1. A method for meta-analyzing genomewide expression data sets, comprising:

gathering a plurality of genomewide expression datasets;

identifying a list of differentially expressed genes from each data set;

for a synergic gene group, deriving a set of overrepresentation statistics from each list of differentially expressed genes;

for the synergic gene group, combining the sets of overrepresentation statistics across the data sets;

for the synergic gene group, performing overrepresentation analysis based on the combined overrepresentation statistics to derive a p-value for testing overrepresentation of the synergic gene group in all the differentially expressed genes.

2. The method of claim 1, wherein the synergic gene groups are Gene Ontology functions.

3. The method of claim 1, wherein the synergic gene groups are biological pathways.

4. The method of claim 1, wherein the overrepresentation statistics of the synergic gene group derived from one of the data sets comprise number of all genes, number of all genes in the synergic gene group, number of differentially expressed genes and number of differentially expressed genes in the synergic gene group.

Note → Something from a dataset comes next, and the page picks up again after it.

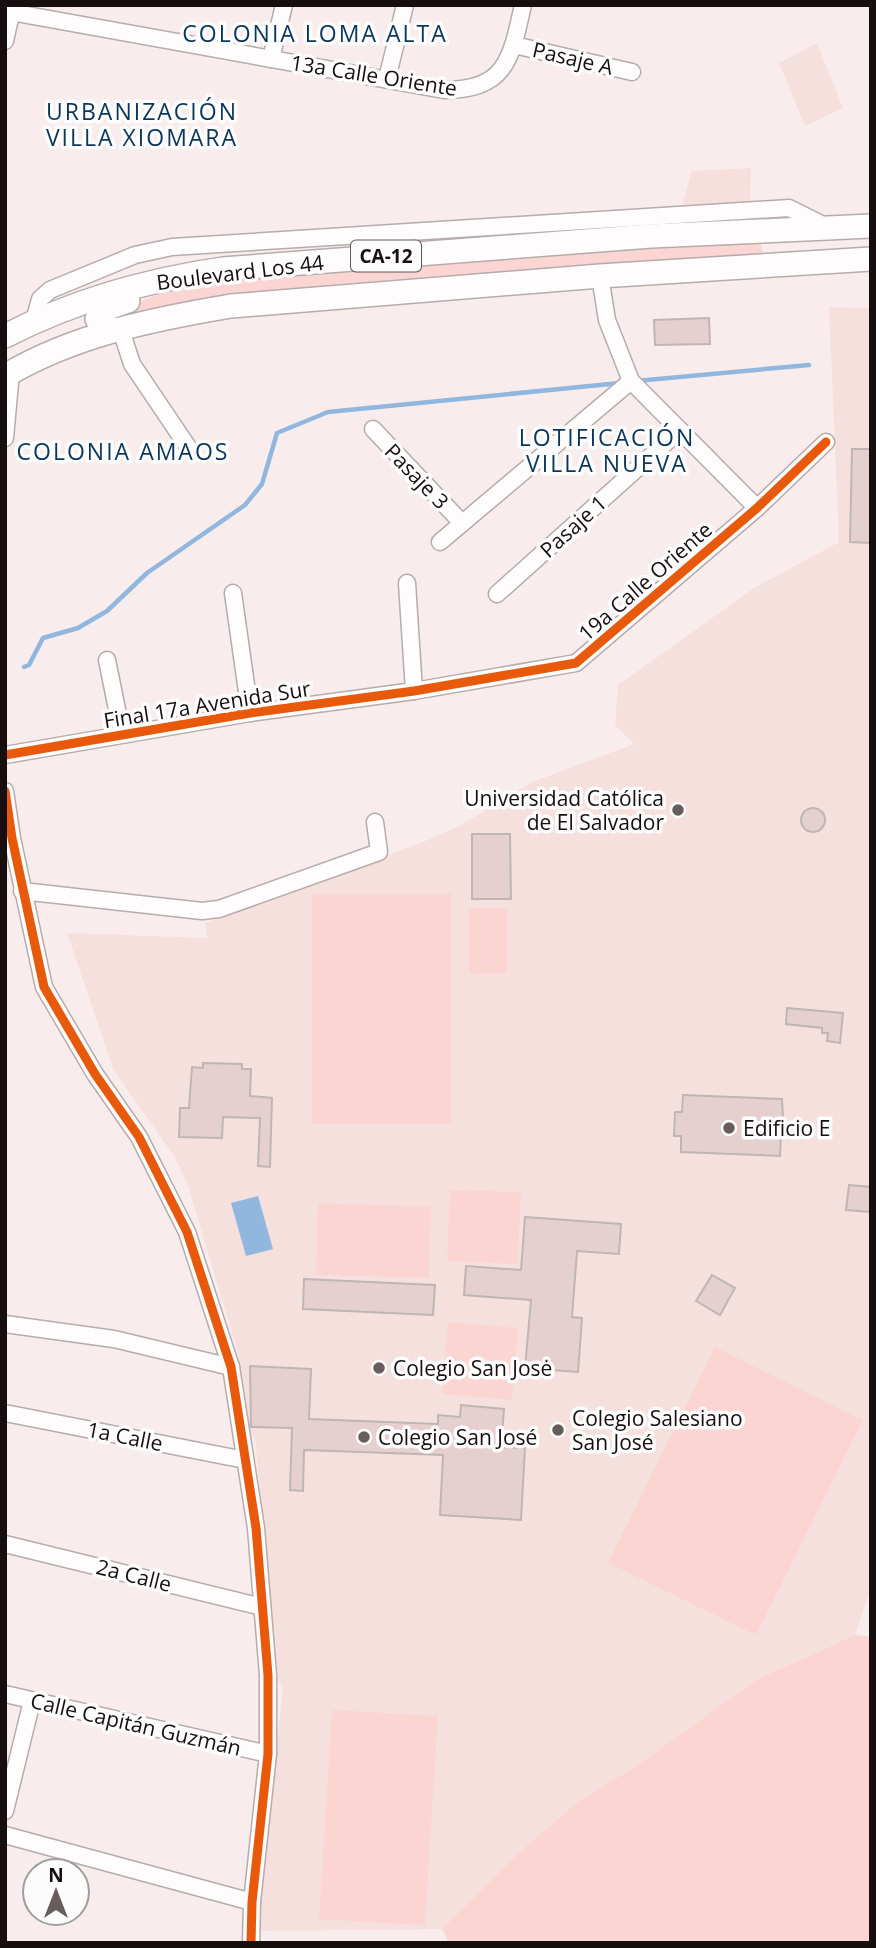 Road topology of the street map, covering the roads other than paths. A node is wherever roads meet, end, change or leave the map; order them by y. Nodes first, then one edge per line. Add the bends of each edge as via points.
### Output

5. The method of claim 4, wherein combining overrepresentation statistics across the data sets further comprises summing numbers of all genes across the data sets, summing numbers of all genes in a synergic gene group across the data sets, summing numbers of differentially expressed genes across the data sets, and summing numbers of differentially expressed genes in a synergic gene group across the data sets.

6. The method of claim 1, wherein the overrepresentation analysis employs the Fisher exact test.

7. A computer-readable medium encoded with a computer program to execute a method for meta-analyzing genomewide expression data sets, wherein the method comprises:

gathering a plurality of genomewide expression data sets;

identifying a list of differentially expressed genes from each data set;

for the synergic gene group, performing overrepresentation analysis to the combined overrepresentation statistics to derive a p-value for testing overrepresentation of the synergic gene group in all the differentially expressed genes.

8. The computer-readable medium of claim 7, wherein the synergic gene groups are Gene Ontology functions.

9. The computer-readable medium of claim 7, wherein the synergic gene groups are biological pathways.

10. The computer-readable medium of claim 7, wherein the overrepresentation statistics of the synergic gene group derived from one of the data sets comprise number of all genes, number of all genes in the synergic gene group, number of differentially expressed genes and number of differentially expressed genes in the synergic gene group.